*** Available data Section Begins ***

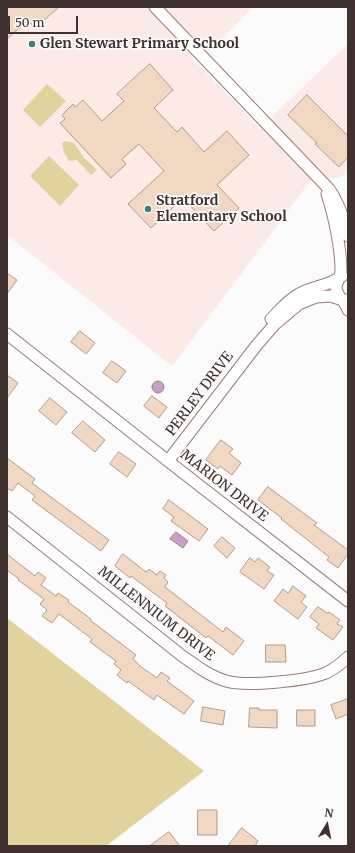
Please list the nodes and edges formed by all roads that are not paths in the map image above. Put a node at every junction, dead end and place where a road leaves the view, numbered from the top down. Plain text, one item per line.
1 (155, 7) edge
2 (320, 181) junction
3 (348, 236) edge
4 (344, 276) edge
5 (346, 304) edge
6 (7, 334) edge
7 (256, 346) junction
8 (168, 462) junction
9 (7, 516) edge
10 (348, 601) edge
11 (348, 657) edge

1 - 2 street
2 - 3 street
2 - 4 street
4 - 5 street
4 - 7 street, PERLEY DRIVE
5 - 7 street, PERLEY DRIVE
6 - 8 street, MARION DRIVE
7 - 8 street, PERLEY DRIVE
8 - 10 street, MARION DRIVE
9 - 11 street, MILLENNIUM DRIVE

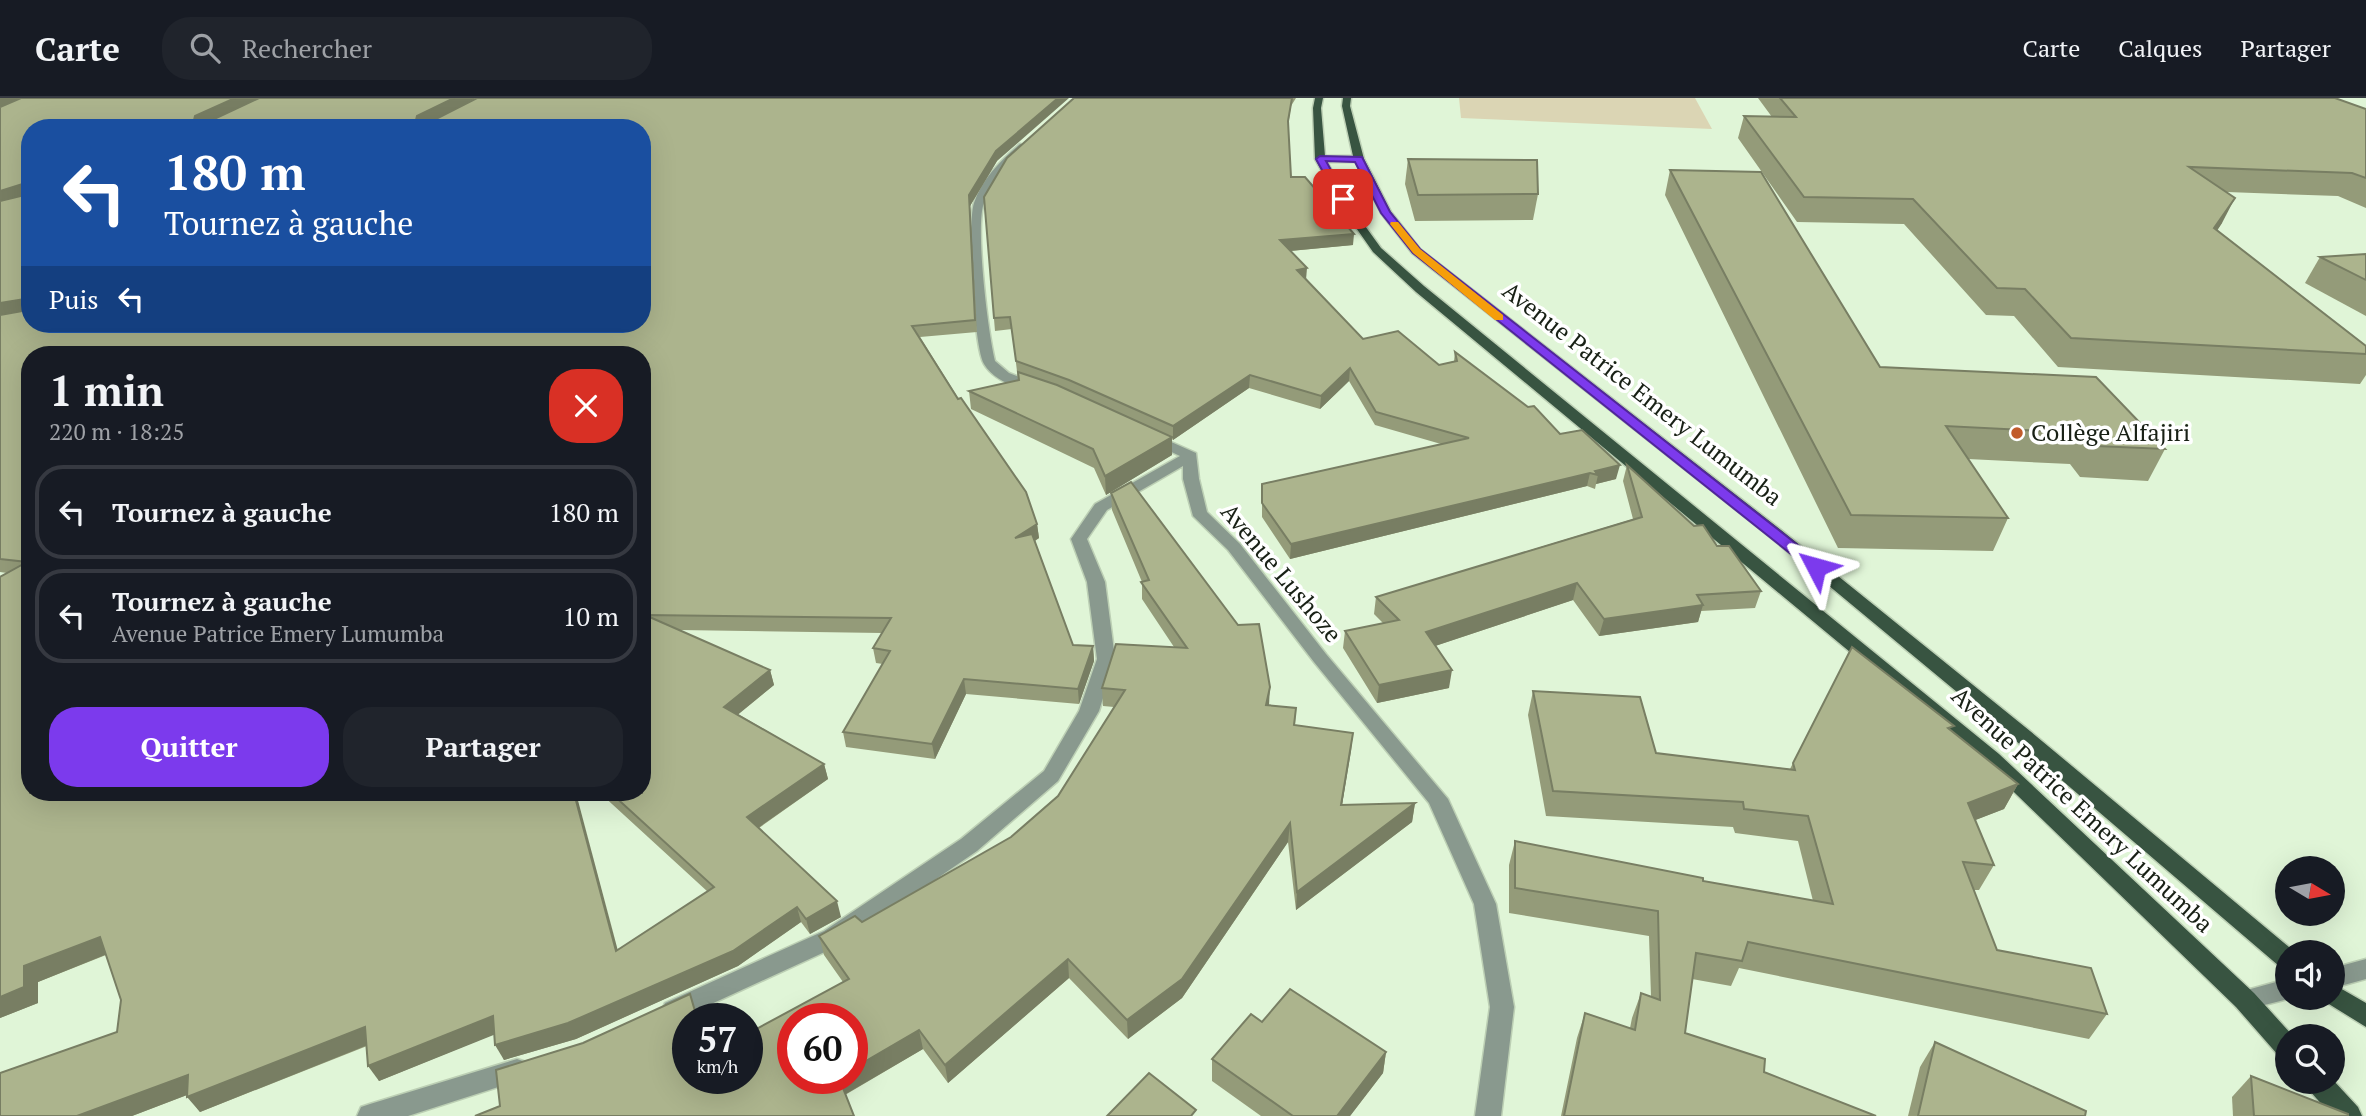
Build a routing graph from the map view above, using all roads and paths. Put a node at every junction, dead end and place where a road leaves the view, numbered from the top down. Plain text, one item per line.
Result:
1 (1319, 98) edge
2 (1347, 98) edge
3 (1038, 133) edge
4 (1320, 159) junction
5 (1359, 159) junction
6 (1052, 394) edge
7 (1133, 429) edge
8 (1191, 456) junction
9 (2275, 949) edge
10 (2366, 969) edge
11 (2345, 975) edge
12 (2275, 992) edge
13 (2245, 1000) junction
14 (2345, 1002) edge
15 (2366, 1016) edge
16 (657, 1017) edge
17 (2275, 1034) edge
18 (543, 1063) edge
19 (2329, 1094) edge
20 (370, 1116) edge
21 (1488, 1116) edge
22 (2349, 1116) edge

1 - 4 main road, Avenue Patrice Emery Lumumba
2 - 5 main road, Avenue Patrice Emery Lumumba
3 - 6 street
4 - 5 main road
4 - 13 main road, Avenue Patrice Emery Lumumba
5 - 9 main road, Avenue Patrice Emery Lumumba
7 - 8 street
8 - 16 street
8 - 21 street, Avenue Lushoze
10 - 11 street
12 - 13 street
13 - 17 main road, Avenue Patrice Emery Lumumba
14 - 15 main road
18 - 20 street
19 - 22 main road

*** Available data Section Ends ***

# Exercise brief
Reproduce verbatim the stretch of lines beginning with the one containing "Build a routing" and ending at the close of the entries above.

# Response
Build a routing graph from the map view above, using all roads and paths. Put a node at every junction, dead end and place where a road leaves the view, numbered from the top down. Plain text, one item per line.
Result:
1 (1319, 98) edge
2 (1347, 98) edge
3 (1038, 133) edge
4 (1320, 159) junction
5 (1359, 159) junction
6 (1052, 394) edge
7 (1133, 429) edge
8 (1191, 456) junction
9 (2275, 949) edge
10 (2366, 969) edge
11 (2345, 975) edge
12 (2275, 992) edge
13 (2245, 1000) junction
14 (2345, 1002) edge
15 (2366, 1016) edge
16 (657, 1017) edge
17 (2275, 1034) edge
18 (543, 1063) edge
19 (2329, 1094) edge
20 (370, 1116) edge
21 (1488, 1116) edge
22 (2349, 1116) edge

1 - 4 main road, Avenue Patrice Emery Lumumba
2 - 5 main road, Avenue Patrice Emery Lumumba
3 - 6 street
4 - 5 main road
4 - 13 main road, Avenue Patrice Emery Lumumba
5 - 9 main road, Avenue Patrice Emery Lumumba
7 - 8 street
8 - 16 street
8 - 21 street, Avenue Lushoze
10 - 11 street
12 - 13 street
13 - 17 main road, Avenue Patrice Emery Lumumba
14 - 15 main road
18 - 20 street
19 - 22 main road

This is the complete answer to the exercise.